Para isso devemos construir uma plataforma comum, em que caibam as mais variadas aspirações e que consiga elevar o patamar de sua crítica. Em outras palavras significa consolidar uma crítica anticapitalista – não mais antineoliberal, como se apresenta no manifesto do movimento – que dê resposta a todos os pontos de crítica levantados pelo manifesto defendendo uma sociedade sem opressões (de qualquer natureza, seja de gênero, raça ou orientação sexual), com valorização do trabalho artístico, acesso democrático à moradia, uma nova relação do homem com o ambiente natural, efetiva ocupação do espaço público, realização plena da política, mobilidade urbana, através de um transporte público, gratuito e de qualidade, além de ser uma sociedade sem classes, ou seja, ecossocialista. Tendo sempre a clareza do caráter inacabado e aberto de qualquer luta pelo socialismo, em que novas bandeiras e reivindicações devem ser logo incorporadas.
O balanço do movimento é positivo, pelo que ele conseguiu construir até agora e pelas perspectivas de desdobramento. Como afirma Rosa Luxemburgo em sua crítica à atuação dos bolcheviques na revolução russa de 1905:
“Organização, esclarecimento e luta não são aqui momentos separados, mecânica e temporalmente distintos, como num movimento blanquista, mas são apenas diferentes aspectos do mesmo processo.” (5)
Façamos, então, desse movimento um espaço de organização, esclarecimento e luta, onde os desafios e questões sejam solucionados no decorrer de seu surgimento. E devemos construir um espaço em que as pessoas possam discutir e colocar seus posicionamentos de forma livre e democrática, tentando consolidar um diálogo permanente que não se esvaia com o fim das mobilizações. Momento em que a crítica se eleva da terra ao céu.

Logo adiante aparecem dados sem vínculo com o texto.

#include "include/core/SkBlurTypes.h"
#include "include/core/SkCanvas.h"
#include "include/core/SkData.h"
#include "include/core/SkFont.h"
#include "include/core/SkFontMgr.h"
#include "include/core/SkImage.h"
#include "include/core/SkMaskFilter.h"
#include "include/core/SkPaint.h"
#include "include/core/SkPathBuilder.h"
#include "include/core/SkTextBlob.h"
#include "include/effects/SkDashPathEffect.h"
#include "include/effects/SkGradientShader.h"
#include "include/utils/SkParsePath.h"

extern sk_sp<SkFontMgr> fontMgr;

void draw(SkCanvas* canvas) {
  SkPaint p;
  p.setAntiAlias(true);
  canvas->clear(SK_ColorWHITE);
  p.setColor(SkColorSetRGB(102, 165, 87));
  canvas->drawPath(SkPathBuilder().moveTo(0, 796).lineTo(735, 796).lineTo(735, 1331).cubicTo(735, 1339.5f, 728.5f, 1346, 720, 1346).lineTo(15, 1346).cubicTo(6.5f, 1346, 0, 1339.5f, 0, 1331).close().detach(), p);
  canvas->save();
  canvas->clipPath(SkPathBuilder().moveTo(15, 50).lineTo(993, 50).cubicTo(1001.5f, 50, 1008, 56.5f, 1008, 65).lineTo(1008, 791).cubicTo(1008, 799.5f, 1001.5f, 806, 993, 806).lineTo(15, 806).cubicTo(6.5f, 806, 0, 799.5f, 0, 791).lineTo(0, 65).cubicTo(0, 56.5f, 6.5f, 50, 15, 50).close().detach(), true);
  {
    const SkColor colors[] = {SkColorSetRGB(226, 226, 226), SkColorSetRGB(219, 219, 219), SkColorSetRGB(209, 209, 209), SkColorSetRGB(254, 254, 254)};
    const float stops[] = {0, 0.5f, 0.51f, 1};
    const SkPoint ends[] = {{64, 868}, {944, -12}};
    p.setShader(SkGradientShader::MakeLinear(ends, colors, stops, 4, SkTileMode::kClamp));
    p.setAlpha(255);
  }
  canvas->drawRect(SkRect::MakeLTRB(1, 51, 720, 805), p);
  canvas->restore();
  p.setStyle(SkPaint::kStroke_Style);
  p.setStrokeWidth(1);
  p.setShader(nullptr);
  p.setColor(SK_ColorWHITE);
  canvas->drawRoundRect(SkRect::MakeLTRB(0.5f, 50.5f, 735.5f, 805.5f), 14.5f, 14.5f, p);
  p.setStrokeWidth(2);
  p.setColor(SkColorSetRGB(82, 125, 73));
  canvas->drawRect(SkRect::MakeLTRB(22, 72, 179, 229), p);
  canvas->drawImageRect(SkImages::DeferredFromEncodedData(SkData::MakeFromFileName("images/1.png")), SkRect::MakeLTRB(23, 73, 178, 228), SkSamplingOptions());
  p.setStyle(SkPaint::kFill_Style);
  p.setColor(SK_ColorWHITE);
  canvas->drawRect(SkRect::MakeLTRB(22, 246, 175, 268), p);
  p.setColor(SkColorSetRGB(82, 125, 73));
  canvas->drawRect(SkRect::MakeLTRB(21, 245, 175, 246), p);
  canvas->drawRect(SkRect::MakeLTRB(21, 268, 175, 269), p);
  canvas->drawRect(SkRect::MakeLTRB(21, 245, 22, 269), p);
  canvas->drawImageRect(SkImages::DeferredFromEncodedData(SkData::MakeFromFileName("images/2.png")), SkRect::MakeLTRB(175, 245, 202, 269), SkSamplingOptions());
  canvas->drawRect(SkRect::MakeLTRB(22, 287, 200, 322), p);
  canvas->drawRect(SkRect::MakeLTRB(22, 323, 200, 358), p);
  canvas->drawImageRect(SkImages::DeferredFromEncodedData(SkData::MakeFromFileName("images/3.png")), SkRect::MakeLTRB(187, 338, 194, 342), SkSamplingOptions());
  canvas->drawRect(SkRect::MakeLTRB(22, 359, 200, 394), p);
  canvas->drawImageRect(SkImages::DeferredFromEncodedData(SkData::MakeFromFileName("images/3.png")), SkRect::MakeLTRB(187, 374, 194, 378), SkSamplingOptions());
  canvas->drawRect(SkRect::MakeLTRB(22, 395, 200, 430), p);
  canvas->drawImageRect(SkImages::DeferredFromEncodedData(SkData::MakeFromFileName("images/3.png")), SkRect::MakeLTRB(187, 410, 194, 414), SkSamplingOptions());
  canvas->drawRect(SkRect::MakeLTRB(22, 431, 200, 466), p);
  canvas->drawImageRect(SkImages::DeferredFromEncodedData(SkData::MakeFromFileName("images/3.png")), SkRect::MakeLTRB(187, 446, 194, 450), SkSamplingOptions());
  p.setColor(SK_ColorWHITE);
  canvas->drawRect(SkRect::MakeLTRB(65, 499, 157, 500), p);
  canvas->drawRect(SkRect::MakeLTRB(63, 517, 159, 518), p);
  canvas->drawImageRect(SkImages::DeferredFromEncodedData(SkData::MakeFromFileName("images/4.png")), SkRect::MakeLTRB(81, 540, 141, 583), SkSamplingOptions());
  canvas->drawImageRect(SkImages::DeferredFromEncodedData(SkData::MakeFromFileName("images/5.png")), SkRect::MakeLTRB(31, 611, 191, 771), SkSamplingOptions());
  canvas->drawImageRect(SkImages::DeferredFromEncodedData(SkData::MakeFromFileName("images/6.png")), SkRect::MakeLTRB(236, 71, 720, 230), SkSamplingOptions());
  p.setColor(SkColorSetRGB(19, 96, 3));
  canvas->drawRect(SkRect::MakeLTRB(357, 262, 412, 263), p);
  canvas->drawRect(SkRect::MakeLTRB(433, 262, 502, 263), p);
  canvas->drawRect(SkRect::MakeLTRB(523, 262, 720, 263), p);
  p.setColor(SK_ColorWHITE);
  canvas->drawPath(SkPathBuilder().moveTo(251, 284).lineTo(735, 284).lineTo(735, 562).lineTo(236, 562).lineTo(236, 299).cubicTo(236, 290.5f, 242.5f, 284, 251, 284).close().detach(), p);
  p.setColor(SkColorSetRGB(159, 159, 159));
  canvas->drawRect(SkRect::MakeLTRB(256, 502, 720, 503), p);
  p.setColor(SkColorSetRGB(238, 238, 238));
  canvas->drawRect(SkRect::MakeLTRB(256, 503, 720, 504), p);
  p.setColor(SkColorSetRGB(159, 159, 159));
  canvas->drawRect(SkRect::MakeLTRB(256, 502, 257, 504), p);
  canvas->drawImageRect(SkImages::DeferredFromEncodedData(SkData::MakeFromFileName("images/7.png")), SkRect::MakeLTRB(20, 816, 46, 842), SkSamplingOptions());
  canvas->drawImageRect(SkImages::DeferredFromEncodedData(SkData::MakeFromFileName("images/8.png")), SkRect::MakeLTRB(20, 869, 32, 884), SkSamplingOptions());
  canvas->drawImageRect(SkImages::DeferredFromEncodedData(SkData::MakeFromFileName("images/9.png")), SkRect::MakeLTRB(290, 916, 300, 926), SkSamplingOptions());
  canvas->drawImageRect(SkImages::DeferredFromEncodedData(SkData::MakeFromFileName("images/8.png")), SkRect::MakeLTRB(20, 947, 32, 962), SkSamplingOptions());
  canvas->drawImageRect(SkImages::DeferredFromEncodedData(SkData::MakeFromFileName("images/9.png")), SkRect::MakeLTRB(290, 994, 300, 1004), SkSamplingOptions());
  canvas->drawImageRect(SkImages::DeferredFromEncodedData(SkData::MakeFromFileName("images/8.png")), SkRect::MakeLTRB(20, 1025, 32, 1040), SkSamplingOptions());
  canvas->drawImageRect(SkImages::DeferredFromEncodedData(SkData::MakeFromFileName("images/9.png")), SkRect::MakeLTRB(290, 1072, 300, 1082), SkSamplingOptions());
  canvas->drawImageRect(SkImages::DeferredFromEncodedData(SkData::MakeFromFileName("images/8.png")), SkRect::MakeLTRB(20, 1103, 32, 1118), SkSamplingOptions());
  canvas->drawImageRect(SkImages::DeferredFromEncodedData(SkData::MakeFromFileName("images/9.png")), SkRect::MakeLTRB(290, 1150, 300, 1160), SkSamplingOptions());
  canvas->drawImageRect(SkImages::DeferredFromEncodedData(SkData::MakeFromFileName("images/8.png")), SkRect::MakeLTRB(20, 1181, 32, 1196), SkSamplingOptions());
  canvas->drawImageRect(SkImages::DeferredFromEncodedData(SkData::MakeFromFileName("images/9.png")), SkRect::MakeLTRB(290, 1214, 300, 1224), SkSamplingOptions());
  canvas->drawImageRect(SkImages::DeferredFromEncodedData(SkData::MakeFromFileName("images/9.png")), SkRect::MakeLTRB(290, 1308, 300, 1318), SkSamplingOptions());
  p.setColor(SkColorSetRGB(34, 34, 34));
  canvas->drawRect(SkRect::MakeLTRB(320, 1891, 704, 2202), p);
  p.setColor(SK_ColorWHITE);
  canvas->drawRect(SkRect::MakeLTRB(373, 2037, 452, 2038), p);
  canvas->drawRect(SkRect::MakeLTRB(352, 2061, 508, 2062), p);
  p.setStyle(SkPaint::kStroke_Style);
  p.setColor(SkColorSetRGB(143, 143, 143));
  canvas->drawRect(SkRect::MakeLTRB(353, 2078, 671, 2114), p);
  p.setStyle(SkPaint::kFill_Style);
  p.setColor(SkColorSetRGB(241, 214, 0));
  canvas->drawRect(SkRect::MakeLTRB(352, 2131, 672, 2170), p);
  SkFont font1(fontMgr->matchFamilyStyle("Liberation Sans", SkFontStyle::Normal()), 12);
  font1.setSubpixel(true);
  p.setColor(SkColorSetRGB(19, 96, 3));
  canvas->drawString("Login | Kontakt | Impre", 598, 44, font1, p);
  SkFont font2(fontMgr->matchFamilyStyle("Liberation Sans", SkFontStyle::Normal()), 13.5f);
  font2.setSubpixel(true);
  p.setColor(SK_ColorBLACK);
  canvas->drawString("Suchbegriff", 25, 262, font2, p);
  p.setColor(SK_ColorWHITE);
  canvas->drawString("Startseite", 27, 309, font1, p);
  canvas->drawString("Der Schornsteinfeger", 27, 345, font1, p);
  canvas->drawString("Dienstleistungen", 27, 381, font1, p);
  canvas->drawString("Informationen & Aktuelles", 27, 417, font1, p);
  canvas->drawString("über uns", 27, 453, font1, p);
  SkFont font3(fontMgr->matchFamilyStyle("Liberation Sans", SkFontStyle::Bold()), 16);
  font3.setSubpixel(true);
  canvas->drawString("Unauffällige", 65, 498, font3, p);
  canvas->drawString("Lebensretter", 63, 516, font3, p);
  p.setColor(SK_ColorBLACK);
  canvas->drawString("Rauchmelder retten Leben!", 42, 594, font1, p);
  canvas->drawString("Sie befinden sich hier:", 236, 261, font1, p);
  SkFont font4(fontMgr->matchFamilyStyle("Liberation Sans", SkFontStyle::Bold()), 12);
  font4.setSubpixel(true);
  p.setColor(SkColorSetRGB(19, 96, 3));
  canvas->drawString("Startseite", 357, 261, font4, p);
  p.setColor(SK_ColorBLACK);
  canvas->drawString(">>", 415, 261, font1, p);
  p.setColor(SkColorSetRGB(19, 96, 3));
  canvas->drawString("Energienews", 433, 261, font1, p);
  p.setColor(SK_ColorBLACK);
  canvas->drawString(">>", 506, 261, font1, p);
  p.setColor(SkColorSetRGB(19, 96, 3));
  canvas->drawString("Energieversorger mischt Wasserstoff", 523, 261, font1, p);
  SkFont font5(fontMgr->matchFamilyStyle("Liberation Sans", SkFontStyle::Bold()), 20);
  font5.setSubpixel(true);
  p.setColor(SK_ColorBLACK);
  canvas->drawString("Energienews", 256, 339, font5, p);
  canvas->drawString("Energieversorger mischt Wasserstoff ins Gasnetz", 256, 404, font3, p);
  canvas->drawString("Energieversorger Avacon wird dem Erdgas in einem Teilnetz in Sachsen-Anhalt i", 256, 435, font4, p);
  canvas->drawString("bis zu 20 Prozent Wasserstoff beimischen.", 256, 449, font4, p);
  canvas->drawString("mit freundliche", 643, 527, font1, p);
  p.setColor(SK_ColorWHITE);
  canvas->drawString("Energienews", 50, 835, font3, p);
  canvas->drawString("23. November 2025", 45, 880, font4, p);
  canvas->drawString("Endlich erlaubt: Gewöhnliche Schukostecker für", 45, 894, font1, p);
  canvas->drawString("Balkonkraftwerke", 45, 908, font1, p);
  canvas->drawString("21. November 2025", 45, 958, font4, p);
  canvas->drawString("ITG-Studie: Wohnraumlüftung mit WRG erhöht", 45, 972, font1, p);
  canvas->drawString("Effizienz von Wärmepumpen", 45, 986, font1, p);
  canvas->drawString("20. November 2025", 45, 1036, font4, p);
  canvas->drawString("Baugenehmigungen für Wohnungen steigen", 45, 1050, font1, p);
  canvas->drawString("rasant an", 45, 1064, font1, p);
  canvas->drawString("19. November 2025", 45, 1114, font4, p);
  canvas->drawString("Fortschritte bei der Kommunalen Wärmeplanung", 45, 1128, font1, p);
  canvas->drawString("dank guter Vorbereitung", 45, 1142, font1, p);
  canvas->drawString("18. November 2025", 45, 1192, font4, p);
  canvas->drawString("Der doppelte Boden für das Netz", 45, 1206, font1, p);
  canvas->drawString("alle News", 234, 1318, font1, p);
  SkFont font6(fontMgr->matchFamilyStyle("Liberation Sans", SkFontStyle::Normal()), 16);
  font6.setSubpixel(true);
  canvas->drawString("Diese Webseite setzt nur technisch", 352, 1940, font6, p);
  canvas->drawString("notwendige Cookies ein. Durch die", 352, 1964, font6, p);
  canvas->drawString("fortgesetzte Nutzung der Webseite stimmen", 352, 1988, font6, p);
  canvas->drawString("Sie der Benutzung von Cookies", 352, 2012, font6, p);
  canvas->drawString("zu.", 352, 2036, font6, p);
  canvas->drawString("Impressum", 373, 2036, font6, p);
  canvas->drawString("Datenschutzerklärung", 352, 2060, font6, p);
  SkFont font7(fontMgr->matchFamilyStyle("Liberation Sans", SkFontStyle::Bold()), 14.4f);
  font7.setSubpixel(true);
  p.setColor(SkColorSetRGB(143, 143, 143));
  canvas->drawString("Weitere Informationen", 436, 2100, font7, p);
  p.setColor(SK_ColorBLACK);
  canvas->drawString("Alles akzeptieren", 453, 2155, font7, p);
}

(1) Para entender melhor a idéia de cidade como pátria, empresa e mercadoria, ler o artigo de Carlos Vainer: “Pátria, Empresa e Mercadoria” no sítio: http://www.mundourbano.unq.edu.ar/index.php?option=com_content&view=article&id=97&catid=87
(2) Para mais informações entre no sítio do movimento: http://www.foralacerda.com/
(3) ZIZEK, S. Bem-vindo ao deserto do real
(4) BENSAÏD, D. Os Irredutíveis
(5) LUXEMBURGO, R. Greve de massas, partido e sindicato.